--- TASK DESCRIPTION ---
Below are the records. Gather each line that holds "paint".

Stored items

::::::

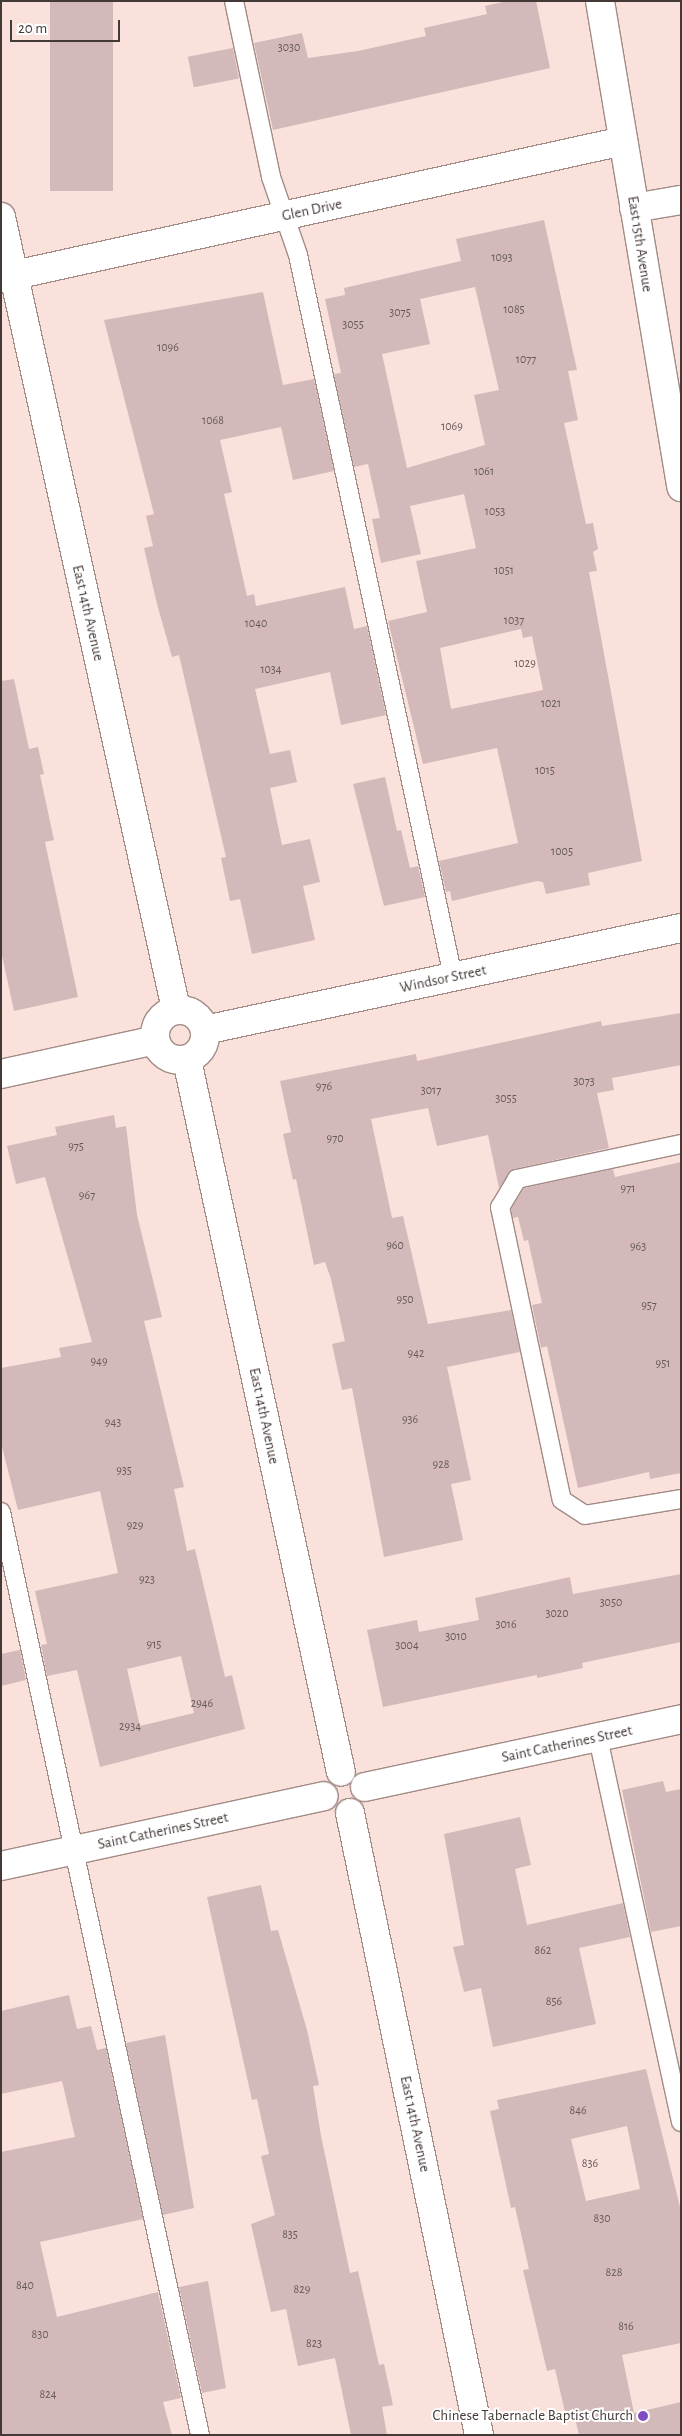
<!DOCTYPE html>
<style>
body{margin:0}
#map{position:relative;width:682px;height:2436px;overflow:hidden;background:#fbe1db;font-family:"Alegreya Sans",sans-serif}
div>[style]{position:absolute}
.building>*{inset:0;background:#d3b9ba;transform-origin:0 0}
.roads{filter:drop-shadow(1px 0 #a28b85) drop-shadow(-1px 0 #a28b85) drop-shadow(0 1px #a28b85) drop-shadow(0 -1px #a28b85)}
.service>*{height:18px;margin:-9px;padding:0 9px;transform-origin:9px;border-radius:9px;background:#fff}
.minor>*{height:28px;margin:-14px;padding:0 14px;transform-origin:14px;border-radius:14px;background:#fff}
.minor>.ring{margin:-14px;padding:0;box-sizing:content-box;background:none;border:28px solid #fff;border-radius:50%}
.dots>*{width:14px;height:14px;translate:-50% -50%;box-sizing:border-box;border:2px solid #fff;border-radius:50%}
span{translate:-50% -50%;white-space:nowrap;text-align:center;line-height:1.15;-webkit-text-stroke:4px #fff;paint-order:stroke}
.number-label{font-size:12px;color:#675958}
.number-label span{-webkit-text-stroke-width:0}
.street-label{font-size:15px;color:#433937}
.poi-label{font-size:15px;color:#433937}
.right{translate:-100% -50%;text-align:right}
.frame{position:absolute;inset:0;border:2px solid #433937;pointer-events:none}
.scale{position:absolute;left:10px;top:20px;width:110px;height:22px;box-sizing:border-box;border:2px solid #433937;border-top:0;padding-left:6px;font-size:15px;line-height:18px;white-space:nowrap;color:#433937;-webkit-text-stroke:4px #fff;paint-order:stroke}
</style>
<div id="map">
<div class="building">
<i style="left:50px;top:1px;width:63px;height:190px"></i>
<i style="clip-path:polygon(507px 1px,536px 1px,550px 68px,273px 130px,254px 43px,302px 33px,308px 58px,358px 51px,426px 36px,424px 28px,487px 14px,485px 6px)"></i>
<i style="left:233px;top:48px;width:31px;height:46px;rotate:79deg"></i>
<i style="clip-path:polygon(evenodd,544px 220px,577px 370px,568px 371px,578px 420px,564px 423px,586px 524px,593px 523px,598px 549px,593px 552px,597px 571px,589px 572px,642px 861px,588px 873px,590px 885px,546px 894px,543px 882px,537px 881px,452px 901px,450px 891px,446px 892px,439px 861px,518px 843px,497px 748px,423px 764px,388px 621px,427px 612px,416px 561px,476px 548px,464px 494px,410px 506px,421px 554px,381px 563px,372px 519px,380px 518px,368px 464px,354px 467px,334px 374px,341px 373px,325px 299px,345px 295px,344px 288px,461px 261px,456px 239px,544px 220px,475px 287px,499px 390px,474px 395px,485px 445px,407px 468px,382px 354px,430px 344px,420px 299px,475px 287px,544px 220px,521px 629px,523px 638px,532px 636px,543px 690px,451px 709px,440px 648px,521px 629px)"></i>
<i style="clip-path:polygon(263px 292px,283px 385px,314px 379px,334px 471px,293px 480px,281px 427px,220px 440px,232px 492px,224px 494px,247px 596px,254px 594px,256px 606px,345px 587px,354px 629px,367px 626px,386px 715px,341px 725px,330px 672px,255px 689px,270px 754px,290px 750px,297px 782px,270px 788px,282px 845px,310px 839px,320px 882px,303px 886px,315px 940px,252px 954px,240px 899px,230px 901px,221px 858px,226px 857px,179px 655px,172px 657px,157px 604px,144px 548px,153px 546px,146px 516px,154px 514px,104px 320px)"></i>
<i style="clip-path:polygon(14px 679px,29px 749px,38px 747px,44px 774px,40px 775px,54px 840px,45px 842px,78px 997px,14px 1011px,1px 951px,1px 681px)"></i>
<i style="clip-path:polygon(385px 777px,397px 831px,401px 830px,410px 868px,418px 866px,425px 897px,384px 906px,353px 784px)"></i>
<i style="clip-path:polygon(681px 1013px,681px 1065px,612px 1078px,614px 1090px,597px 1093px,609px 1148px,514px 1169px,499px 1188px,488px 1135px,437px 1146px,428px 1108px,371px 1119px,392px 1218px,403px 1216px,428px 1324px,511px 1310px,520px 1352px,447px 1367px,471px 1480px,451px 1484px,463px 1540px,384px 1557px,352px 1388px,342px 1390px,332px 1344px,345px 1341px,331px 1279px,325px 1262px,314px 1265px,296px 1179px,293px 1180px,283px 1134px,291px 1132px,280px 1081px,416px 1054px,417px 1061px,601px 1021px,602px 1026px)"></i>
<i style="clip-path:polygon(evenodd,114px 1115px,116px 1128px,126px 1126px,137px 1215px,162px 1317px,144px 1321px,184px 1487px,174px 1489px,187px 1551px,195px 1549px,225px 1677px,232px 1675px,245px 1729px,100px 1767px,77px 1670px,47px 1676px,41px 1645px,47px 1644px,35px 1591px,118px 1573px,100px 1491px,18px 1510px,1px 1443px,1px 1368px,61px 1357px,59px 1348px,92px 1342px,45px 1177px,16px 1184px,7px 1146px,57px 1135px,55px 1127px,114px 1115px,181px 1656px,194px 1713px,140px 1726px,127px 1669px,181px 1656px)"></i>
<i style="clip-path:polygon(681px 1162px,681px 1473px,650px 1479px,649px 1472px,578px 1488px,547px 1346px,541px 1348px,532px 1305px,542px 1303px,528px 1240px,524px 1241px,518px 1217px,513px 1218px,511px 1209px,524px 1188px,613px 1169px,615px 1177px)"></i>
<i style="clip-path:polygon(681px 1574px,681px 1642px,582px 1663px,583px 1668px,537px 1678px,537px 1675px,383px 1707px,367px 1630px,417px 1620px,419px 1632px,479px 1620px,475px 1598px,570px 1577px,573px 1594px)"></i>
<i style="clip-path:polygon(20px 1650px,26px 1680px,1px 1686px,1px 1654px)"></i>
<i style="clip-path:polygon(663px 1781px,666px 1792px,681px 1789px,681px 1926px,651px 1932px,622px 1790px)"></i>
<i style="clip-path:polygon(520px 1817px,531px 1865px,515px 1869px,527px 1925px,623px 1903px,630px 1937px,579px 1948px,596px 2024px,493px 2047px,481px 1988px,464px 1992px,453px 1947px,464px 1945px,444px 1834px)"></i>
<i style="clip-path:polygon(261px 1885px,271px 1931px,278px 1930px,307px 2030px,319px 2085px,313px 2086px,321px 2136px,350px 2273px,358px 2271px,379px 2365px,384px 2364px,393px 2405px,382px 2407px,387px 2435px,351px 2435px,335px 2358px,298px 2366px,286px 2309px,271px 2312px,251px 2224px,275px 2215px,261px 2156px,269px 2154px,257px 2099px,252px 2100px,207px 1897px)"></i>
<i style="clip-path:polygon(69px 1995px,77px 2029px,91px 2026px,97px 2050px,106px 2048px,143px 2219px,40px 2242px,57px 2317px,158px 2292px,181px 2398px,163px 2402px,172px 2435px,1px 2435px,1px 2152px,75px 2137px,62px 2081px,1px 2094px,1px 2011px)"></i>
<i style="clip-path:polygon(165px 2035px,194px 2208px,163px 2215px,126px 2043px)"></i>
<i style="clip-path:polygon(evenodd,646px 2069px,681px 2211px,681px 2343px,622px 2355px,634px 2413px,681px 2402px,681px 2435px,579px 2435px,573px 2410px,565px 2412px,555px 2369px,547px 2371px,523px 2270px,529px 2269px,515px 2207px,511px 2208px,490px 2111px,499px 2109px,497px 2100px,646px 2069px,627px 2126px,640px 2189px,586px 2201px,571px 2139px,627px 2126px)"></i>
<i style="clip-path:polygon(208px 2281px,226px 2388px,202px 2393px,179px 2287px)"></i>
</div>
<div class="roads">
<div class="service">
<i style="left:234px;top:1px;width:180px;rotate:78.1deg"></i>
<i style="left:271px;top:177px;width:83px;rotate:70.9deg"></i>
<i style="left:298px;top:255px;width:738px;rotate:77.88deg"></i>
<i style="left:681px;top:1144px;width:168px;rotate:168deg"></i>
<i style="left:517px;top:1179px;width:33px;rotate:121deg"></i>
<i style="left:500px;top:1207px;width:299px;rotate:78.1deg"></i>
<i style="left:562px;top:1500px;width:27px;rotate:33deg"></i>
<i style="left:585px;top:1515px;width:97px;rotate:-9.5deg"></i>
<i style="left:1px;top:1512px;width:944px;rotate:77.83deg"></i>
<i style="left:598px;top:1738px;width:393px;rotate:77.8deg"></i>
</div>
<div class="minor">
<i style="left:600px;top:1px;width:493px;rotate:80.5deg"></i>
<i style="left:634px;top:208px;width:48px;rotate:-9.7deg"></i>
<i style="left:1px;top:217px;width:811px;rotate:77.54deg"></i>
<i style="left:1px;top:278px;width:637px;rotate:-12.42deg"></i>
<i class="ring" style="left:155px;top:1010px;width:22px;height:22px"></i>
<i style="left:205px;top:1030px;width:487px;rotate:-12.1deg"></i>
<i style="left:187px;top:1060px;width:728px;rotate:77.8deg"></i>
<i style="left:1px;top:1074px;width:158px;rotate:-12.4deg"></i>
<i style="left:365px;top:1787px;width:323px;rotate:-12.1deg"></i>
<i style="left:350px;top:1813px;width:635px;rotate:78.28deg"></i>
<i style="left:1px;top:1866px;width:330px;rotate:-12.2deg"></i>
</div>
</div>
<div class="dots">
<i style="left:643px;top:2416px;background:#7f4cc4"></i>
</div>
<div class="number-label">
<span style="left:289px;top:48px">3030</span>
<span style="left:502px;top:258px">1093</span>
<span style="left:514px;top:310px">1085</span>
<span style="left:400px;top:313px">3075</span>
<span style="left:353px;top:325px">3055</span>
<span style="left:168px;top:348px">1096</span>
<span style="left:526px;top:360px">1077</span>
<span style="left:213px;top:421px">1068</span>
<span style="left:452px;top:427px">1069</span>
<span style="left:484px;top:472px">1061</span>
<span style="left:495px;top:512px">1053</span>
<span style="left:504px;top:571px">1051</span>
<span style="left:514px;top:621px">1037</span>
<span style="left:256px;top:624px">1040</span>
<span style="left:525px;top:664px">1029</span>
<span style="left:271px;top:670px">1034</span>
<span style="left:551px;top:704px">1021</span>
<span style="left:545px;top:771px">1015</span>
<span style="left:562px;top:852px">1005</span>
<span style="left:584px;top:1082px">3073</span>
<span style="left:324px;top:1087px">976</span>
<span style="left:431px;top:1091px">3017</span>
<span style="left:506px;top:1099px">3055</span>
<span style="left:335px;top:1139px">970</span>
<span style="left:76px;top:1147px">975</span>
<span style="left:628px;top:1189px">971</span>
<span style="left:87px;top:1196px">967</span>
<span style="left:395px;top:1246px">960</span>
<span style="left:638px;top:1247px">963</span>
<span style="left:405px;top:1300px">950</span>
<span style="left:649px;top:1306px">957</span>
<span style="left:416px;top:1354px">942</span>
<span style="left:99px;top:1362px">949</span>
<span style="left:663px;top:1364px">951</span>
<span style="left:410px;top:1420px">936</span>
<span style="left:113px;top:1423px">943</span>
<span style="left:441px;top:1465px">928</span>
<span style="left:124px;top:1471px">935</span>
<span style="left:135px;top:1526px">929</span>
<span style="left:147px;top:1580px">923</span>
<span style="left:611px;top:1603px">3050</span>
<span style="left:557px;top:1614px">3020</span>
<span style="left:506px;top:1625px">3016</span>
<span style="left:456px;top:1637px">3010</span>
<span style="left:154px;top:1645px">915</span>
<span style="left:407px;top:1646px">3004</span>
<span style="left:202px;top:1704px">2946</span>
<span style="left:130px;top:1727px">2934</span>
<span style="left:543px;top:1951px">862</span>
<span style="left:554px;top:2002px">856</span>
<span style="left:578px;top:2111px">846</span>
<span style="left:590px;top:2164px">836</span>
<span style="left:602px;top:2219px">830</span>
<span style="left:290px;top:2235px">835</span>
<span style="left:614px;top:2273px">828</span>
<span style="left:25px;top:2286px">840</span>
<span style="left:302px;top:2290px">829</span>
<span style="left:626px;top:2327px">816</span>
<span style="left:40px;top:2335px">830</span>
<span style="left:314px;top:2344px">823</span>
<span style="left:48px;top:2395px">824</span>
</div>
<div class="street-label">
<span style="left:312px;top:210px;rotate:-12deg">Glen Drive</span>
<span style="left:640px;top:244px;rotate:81deg">East 15th Avenue</span>
<span style="left:88px;top:613px;rotate:77deg">East 14th Avenue</span>
<span style="left:443px;top:979px;rotate:-12deg">Windsor Street</span>
<span style="left:264px;top:1416px;rotate:78deg">East 14th Avenue</span>
<span style="left:567px;top:1744px;rotate:-12deg">Saint Catherines Street</span>
<span style="left:163px;top:1831px;rotate:-12deg">Saint Catherines Street</span>
<span style="left:415px;top:2124px;rotate:78deg">East 14th Avenue</span>
</div>
<div class="poi-label">
<span class="right" style="left:633px;top:2416px">Chinese Tabernacle Baptist Church</span>
</div>
<div class="frame"></div>
<div class="scale">20 m</div>
</div>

::::::

--- ANSWER BELOW ---
span{translate:-50% -50%;white-space:nowrap;text-align:center;line-height:1.15;-webkit-text-stroke:4px #fff;paint-order:stroke}
.scale{position:absolute;left:10px;top:20px;width:110px;height:22px;box-sizing:border-box;border:2px solid #433937;border-top:0;padding-left:6px;font-size:15px;line-height:18px;white-space:nowrap;color:#433937;-webkit-text-stroke:4px #fff;paint-order:stroke}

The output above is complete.